If much stronger reforms to the ETS are not finally agreed by the EU institutions and member states later in 2017 (in March or June probably) then the ETS may never function as a proper carbon market and this would undermine Europe’s standing on the world stage and as a destination for low carbon investment. 

There are many people who argue that the ETS is now irrelevant, all that matters is that it sets a cap on overall emissions per sector, raises some public revenue, which can be spent on R&D or energy efficiency, and provides a mechanism for companies to at least measure their emissions.

It is certainly true that the heavy lifting in terms of clean tech deployment (especially in the power sector) in recent years has not come from the ETS but from national renewables targets combined with state subsidies, falling costs and other regulatory tools like emissions performance standards. I would not advocate removing these policies. But they are more fragile than we sometimes imagine and they are inherently nationally determined – despite EU attempts to create a genuine Energy Union which are progressing slowly but always running into perceived conflicts of national interest.

Likewise, anyone watching the speed with which the UK Green Investment Bank privatisation was originally planned, the problems caused by the stark U-turns on some renewables subsidies or the threats to ban onshore wind (which the Conservatives have been issuing for years) should worry about the degree of control often capricious national governments have over the process of strategic de-carbonisation at this crucial time. On the other hand, they should note the huge impact the UK carbon floor price has had (just last year) in pushing coal off the system in favour of gas and renewables – with a huge commensurate cut in UK emissions. The Lib Dems pushed hard for a carbon floor price to be included in the Coalition Agreement and Britain continues to reap the rewards nearly seven years after that agreement was inked. Importantly, now it is there it will be tough to remove.

What the carbon floor price (which is now effectively £30 per tonne) has done is create a genuine price signal and this is precisely what a functioning EU-wide carbon price could do, independent of the whims of politics. A robust ETS would be “populist proof” and so it is worth continuing to push for. Cutting the number of free allowances to industry has long been a Lib Dem policy and we – as social liberals – should make it our own.
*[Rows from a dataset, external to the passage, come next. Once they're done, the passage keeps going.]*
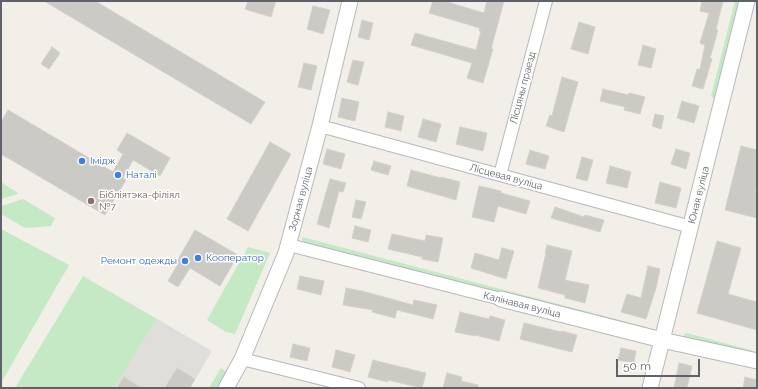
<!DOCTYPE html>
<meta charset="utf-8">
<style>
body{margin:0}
#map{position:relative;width:758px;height:389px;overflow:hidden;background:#f1efe8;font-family:Raleway,sans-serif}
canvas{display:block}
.frame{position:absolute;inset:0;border:2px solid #5f6368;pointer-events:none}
.scale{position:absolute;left:616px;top:359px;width:84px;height:18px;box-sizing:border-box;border:2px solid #5f6368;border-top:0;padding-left:5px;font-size:12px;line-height:14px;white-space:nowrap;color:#5f6368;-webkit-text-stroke:3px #fff;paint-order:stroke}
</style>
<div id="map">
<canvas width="758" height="389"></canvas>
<div class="frame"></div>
<div class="scale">50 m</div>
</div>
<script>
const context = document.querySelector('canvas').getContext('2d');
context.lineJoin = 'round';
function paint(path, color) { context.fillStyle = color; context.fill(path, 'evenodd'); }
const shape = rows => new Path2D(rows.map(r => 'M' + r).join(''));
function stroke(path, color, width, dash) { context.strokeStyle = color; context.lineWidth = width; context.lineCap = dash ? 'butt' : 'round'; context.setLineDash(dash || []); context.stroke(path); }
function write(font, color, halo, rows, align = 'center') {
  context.font = font + ' Raleway,sans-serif'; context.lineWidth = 3; context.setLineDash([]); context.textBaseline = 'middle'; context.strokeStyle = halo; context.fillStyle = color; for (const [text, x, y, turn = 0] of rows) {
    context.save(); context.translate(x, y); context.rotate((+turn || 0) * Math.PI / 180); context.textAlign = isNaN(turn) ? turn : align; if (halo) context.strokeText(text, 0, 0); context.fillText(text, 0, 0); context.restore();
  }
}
const industrial = shape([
 [157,319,212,351,190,388,114,388]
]);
const green = shape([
 [735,1,742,1,716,97,713,98,711,96],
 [1,182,18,193,17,194,1,199],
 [23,199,55,218,51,226,25,228,1,214,1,206],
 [1,229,69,265,1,383],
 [302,237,646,327,646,330,305,244,302,240],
 [248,247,267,252,270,253,235,334,226,332,207,320],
 [83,276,157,319,114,388,15,388],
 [687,333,757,352,757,356,684,338,684,334],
 [221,368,227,372,218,388,209,388]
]);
const building = shape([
 [44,1,95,1,265,102,251,124,44,1],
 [248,1,276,1,271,17,245,9,248,1],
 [433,1,444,1,484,13,487,1,504,1,491,49,493,49,483,83,467,78,472,63,411,45,415,33,476,50,481,31,479,31,480,28,429,13,433,1],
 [702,1,723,1,716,29,718,30,710,58,712,59,703,89,692,86,697,69,700,69,705,45,700,43,709,13,700,11,702,1],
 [313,6,330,10,323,34,307,29,313,6],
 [362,20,373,23,369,40,358,37,362,20],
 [579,22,595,27,588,54,571,49,579,22],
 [643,45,656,49,651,68,638,65,643,45],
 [52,47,60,53,49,69,41,64,52,47],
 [353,60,364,62,358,85,347,82,353,60],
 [304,63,317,66,311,90,298,87,304,63],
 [562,77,578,82,564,132,546,126,550,115,552,116,562,77],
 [603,89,628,95,629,93,645,97,640,114,624,110,625,107,600,101,603,89],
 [342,98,359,102,355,121,338,117,342,98],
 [682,101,699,106,694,123,677,118,682,101],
 [8,110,113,172,123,154,117,150,127,133,170,158,160,176,133,160,123,178,126,180,105,215,1,154,1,122,8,110],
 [388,112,404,116,401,131,385,127,388,112],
 [655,114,664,116,661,129,652,126,655,114],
 [423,119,441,124,436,142,418,137,423,119],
 [460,127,487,133,483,151,456,144,460,127],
 [270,142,291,154,248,231,227,219,270,142],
 [741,146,757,150,757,183,755,191,757,191,757,218,725,210,741,146],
 [327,149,345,154,341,169,323,164,327,149],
 [676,149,690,153,686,169,671,164,676,149],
 [530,150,549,156,545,169,526,164,530,150],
 [582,157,593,160,587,181,576,178,582,157],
 [374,161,391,166,388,175,371,170,374,161],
 [610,166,631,172,627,188,606,183,610,166],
 [411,170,441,178,441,177,460,182,456,200,407,186,411,170],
 [330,179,346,183,343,192,339,191,329,228,317,224,330,179],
 [660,182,681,188,676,208,655,203,660,182],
 [479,186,501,191,501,193,530,201,526,214,498,206,494,222,472,217,479,186],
 [356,200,366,202,361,219,352,217,356,200],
 [555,207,584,217,585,215,604,220,600,232,551,218,555,207],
 [355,226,371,230,368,242,352,238,355,226],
 [195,230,238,255,220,286,190,268,178,287,168,281,179,262,177,261,195,230],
 [392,234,425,241,426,235,443,238,438,262,422,259,422,257,388,249,392,234],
 [717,241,741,248,728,294,757,302,757,330,697,313,717,241],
 [547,245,572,251,565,280,589,285,585,303,565,298,565,295,538,288,546,253,545,253,547,245],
 [502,248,514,251,506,279,471,268,475,253,499,260,502,248],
 [648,266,660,269,656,288,646,319,621,312,627,294,641,298,648,266],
 [300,276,324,281,321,295,297,289,300,276],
 [346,288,362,291,413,305,414,300,437,305,433,319,397,310,395,318,372,312,373,310,343,305,346,288],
 [460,312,489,319,490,316,505,320,499,341,475,335,475,336,455,332,460,312],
 [524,323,561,332,562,331,577,335,572,352,520,339,524,323],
 [293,344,310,348,307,361,290,357,293,344],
 [621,348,636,351,634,363,618,360,621,348],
 [336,350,355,355,350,372,332,367,336,350],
 [373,360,426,373,422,388,388,380,388,382,368,377,373,360],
 [679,363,692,366,687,388,674,388,679,363],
 [177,368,195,379,190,388,165,388,177,368],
 [447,373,462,377,461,381,478,385,478,388,443,388,447,373],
 [124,377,141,388,117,388,124,377],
 [745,377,757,380,757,388,743,388,745,377]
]);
const minor = shape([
 [320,126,691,227],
 [500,175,546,1],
 [289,245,501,299],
 [242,359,359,388]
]);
const tertiary = shape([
 [501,299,662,340,757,361],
 [226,388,242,359,286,253,320,126,350,1],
 [650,388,747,1]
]);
const markers = [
 [82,161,4,"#3f7fe0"],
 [118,175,4,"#3f7fe0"],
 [91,201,4,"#8d6e63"],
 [198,258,4,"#3f7fe0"],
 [185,261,4,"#3f7fe0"]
];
const streetNames = [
 ["Лісцяны праезд",523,88,-75],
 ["Лісцевая вуліца",506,177,15],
 ["Юная вуліца",699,195,-76],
 ["Зорная вуліца",301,199,-75],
 ["Калінавая вуліца",522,305,14]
];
const shopNames = [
 ["Імідж",90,161],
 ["Наталі",126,175],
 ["Кооператор",206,258],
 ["Ремонт одежды",177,261,"right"]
];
const educationNames = [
 ["Бібліятэка-філіял",99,195],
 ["№7",99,207]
];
paint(industrial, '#e0deda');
paint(green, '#c5e8c5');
paint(building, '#cccac5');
stroke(building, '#d6d1c6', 1);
stroke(minor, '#b5b8bc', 14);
stroke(tertiary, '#b5b8bc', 17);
stroke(minor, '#fff', 12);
stroke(tertiary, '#fff', 15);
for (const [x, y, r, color] of markers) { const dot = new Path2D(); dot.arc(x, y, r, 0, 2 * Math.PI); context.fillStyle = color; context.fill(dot); stroke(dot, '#fff', 1.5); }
write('10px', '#5f6368', '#fff', streetNames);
write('10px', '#366cbe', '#fff', shopNames, 'left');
write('10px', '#785e54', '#fff', educationNames, 'left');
</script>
We should also push for the UK to remain both in the EU Energy Union (which may be a matter of national security) and the EU ETS.  

The aim of policymakers all over the world should be to create a series of self-sustaining, mutually-reinforcing carbon markets that finally shift investor and consumer psychology towards taking environmental externalities into account on bottom lines, thereby incentivising the development and deployment of clean tech in a huge range of sectors.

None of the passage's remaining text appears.